As you can imagine, it was a bit of a conflict for the popular young member of the Mormon Church. Of course, he was encouraged to stay. He was told he was doing a lot of good here. He had a very positive public image. His appearance with the Mormon Tabernacle Choir’s Christmas show was very successful. They had more ticket requests than ever before. He could travel the world giving performances. Indeed he made many international appearances. It was not enough.
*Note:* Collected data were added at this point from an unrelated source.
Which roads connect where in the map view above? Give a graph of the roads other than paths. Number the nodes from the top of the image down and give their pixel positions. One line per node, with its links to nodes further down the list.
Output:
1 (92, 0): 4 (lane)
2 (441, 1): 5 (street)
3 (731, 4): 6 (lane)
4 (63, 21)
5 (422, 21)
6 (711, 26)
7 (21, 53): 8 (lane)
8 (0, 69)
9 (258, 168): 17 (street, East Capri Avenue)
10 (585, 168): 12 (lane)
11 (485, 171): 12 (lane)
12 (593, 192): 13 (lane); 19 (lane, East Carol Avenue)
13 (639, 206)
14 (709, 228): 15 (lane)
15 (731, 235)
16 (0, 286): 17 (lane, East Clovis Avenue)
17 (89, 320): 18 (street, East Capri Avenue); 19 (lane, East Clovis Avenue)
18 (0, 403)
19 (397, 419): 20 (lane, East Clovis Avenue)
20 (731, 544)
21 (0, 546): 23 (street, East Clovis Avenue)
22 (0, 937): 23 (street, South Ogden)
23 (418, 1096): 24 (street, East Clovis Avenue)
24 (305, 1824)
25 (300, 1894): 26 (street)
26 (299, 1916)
“I needed to do something that has nothing to do with me,” he later explained. While his fans (Archie’s Army) and website released whatever they could, David was doing what he wanted to do. Occasionally, a video of David would pop up on his YouTube channel, not much more than David saying Merry Christmas or some other greeting. Meanwhile, he walked the dusty back roads of San Vincente, praying, studying, and helping strangers. It was not the life of a pop star.
David returned home after two years away. He felt blessed to have helped others. He visited, he preached and he sang, feeling more comfortable in song than in his Spanish language skills. He learned more about life than any pop star on tour will ever know. When you think of pop star qualities, you would not typically think of those his vocal coach used to describe David: “purity and wholesomeness.”
“When I went on my mission, it kind of gave me a step away from everything, and I was able to grow up a little bit, on my own, without everyone watching me,” Archuleta said a few years ago.
David is 30 now. He has moved to Nashville and concentrates on making music that is meaningful to him. He may not have the huge pop star success he might have had but he retains his popularity in the music business. Now he is not looking for pop hits as much as songs that are more adult, more important, more David.
Last year I had planned to see David a second time at City Winery in Chicago. The Global Pandemic pushed the date to Spring 2021. With recovery coming slower than expected, the show has been pushed out again. This time to 2022. That does not mean David has not been making music. In 2020 he released a new album, recorded a new Christmas song to recap the crazy pandemic year, and performed shows on the streaming platform StageIt.
In the early days of lockdown, as everyone was learning to deal with the Global Pandemic, David put out a new song reminding people to “Just Breathe.” Proceeds went to Direct Relief, a medical relief organization working “to get protective gear and critical care medications to as many health workers as possible.”